- Northwestern Medicine McHenry Hospital is located in Illinois Northwestern Medicine McHenry Hospital

Geography
- Location: McHenry, Illinois, United States
- Coordinates: 42°20′36″N 88°15′58″W﻿ / ﻿42.3433548°N 88.2661980°W

Organization
- Care system: Private
- Type: Community

Services
- Emergency department: Level II Trauma Center
- Beds: Over 200

History
- Opened: 1956

Links
- Website: Official website
- Lists: Hospitals in Illinois

= Northwestern Medicine McHenry Hospital =

Northwestern Medicine McHenry Hospital is a hospital in McHenry, Illinois. Previously, the hospital was called Northern Illinois Medical Center and later Centegra Hospital - McHenry. The hospital is a division of Northwestern Medicine since 2018 when Northwestern Medicine partnered with Centegra Health System.

==History==
In 1956, Dr.
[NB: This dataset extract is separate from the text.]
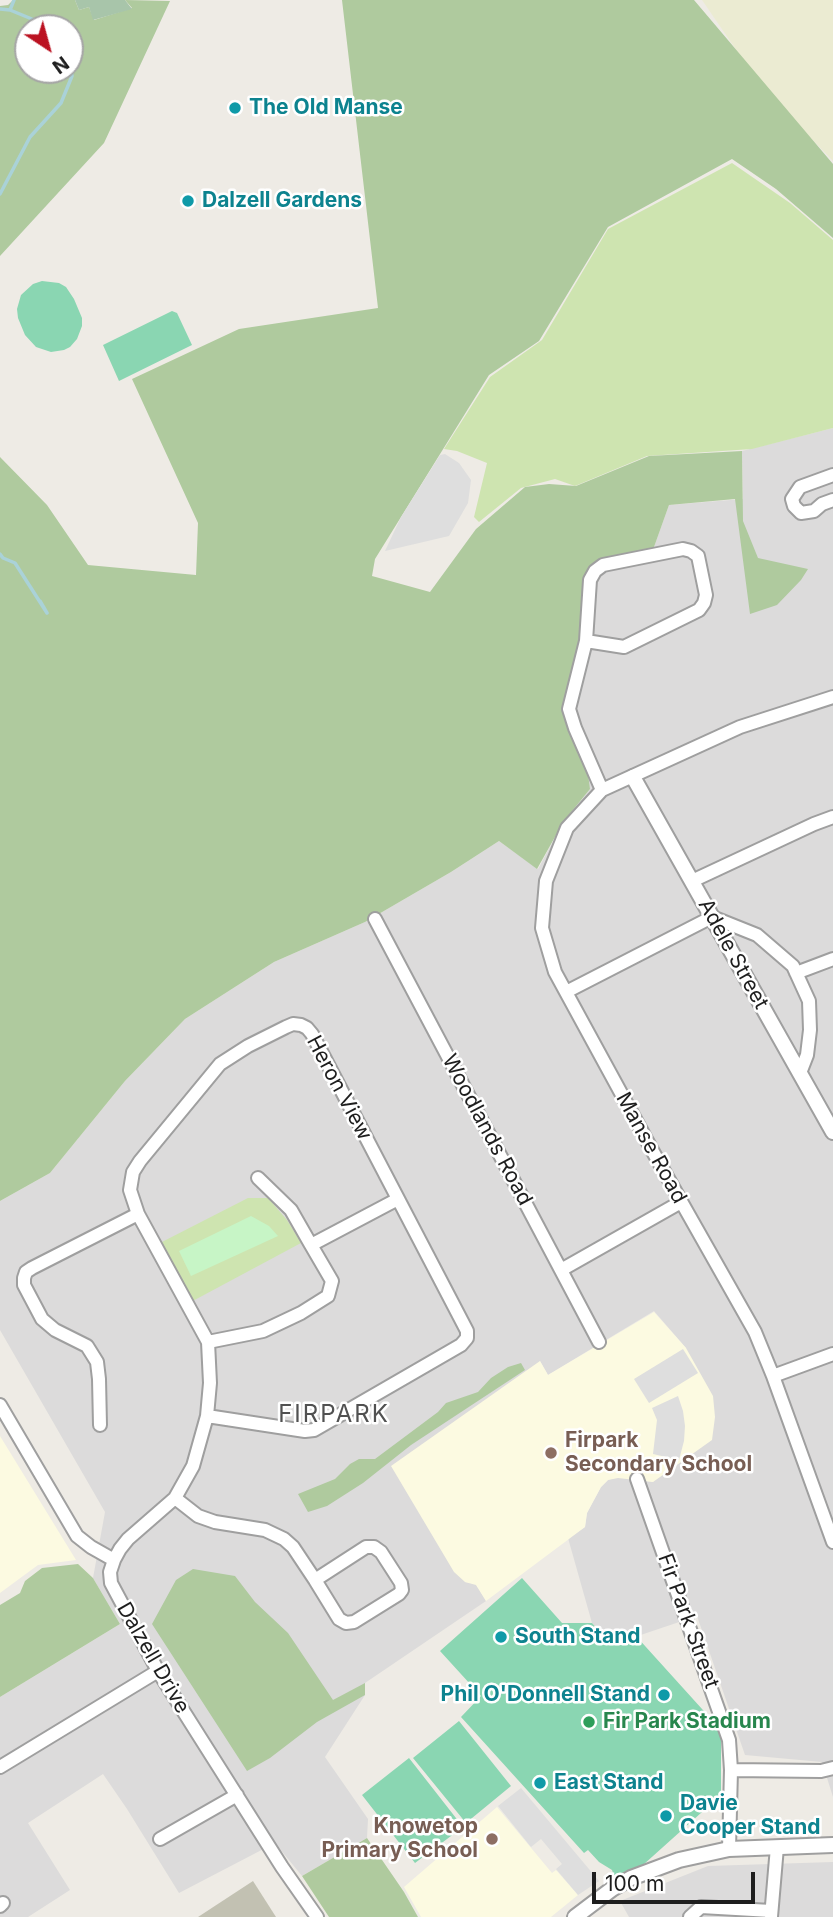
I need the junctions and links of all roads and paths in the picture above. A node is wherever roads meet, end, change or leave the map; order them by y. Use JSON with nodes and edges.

Lee Gladstone built a clinic on Green Street in the city of McHenry. The first and second floor included an emergency room, operating room, reception areas and offices for outpatient physician care. The ground floor provided 22 beds for new born, pediatric and adult patients. A McHenry Hospital addition was soon built near the clinic on Waukegan Avenue. With the rapid growth of population, a new McHenry Hospital was built in 1984 on Illinois Route 31 and Bull Valley Road and was named Northern Illinois Medical Center.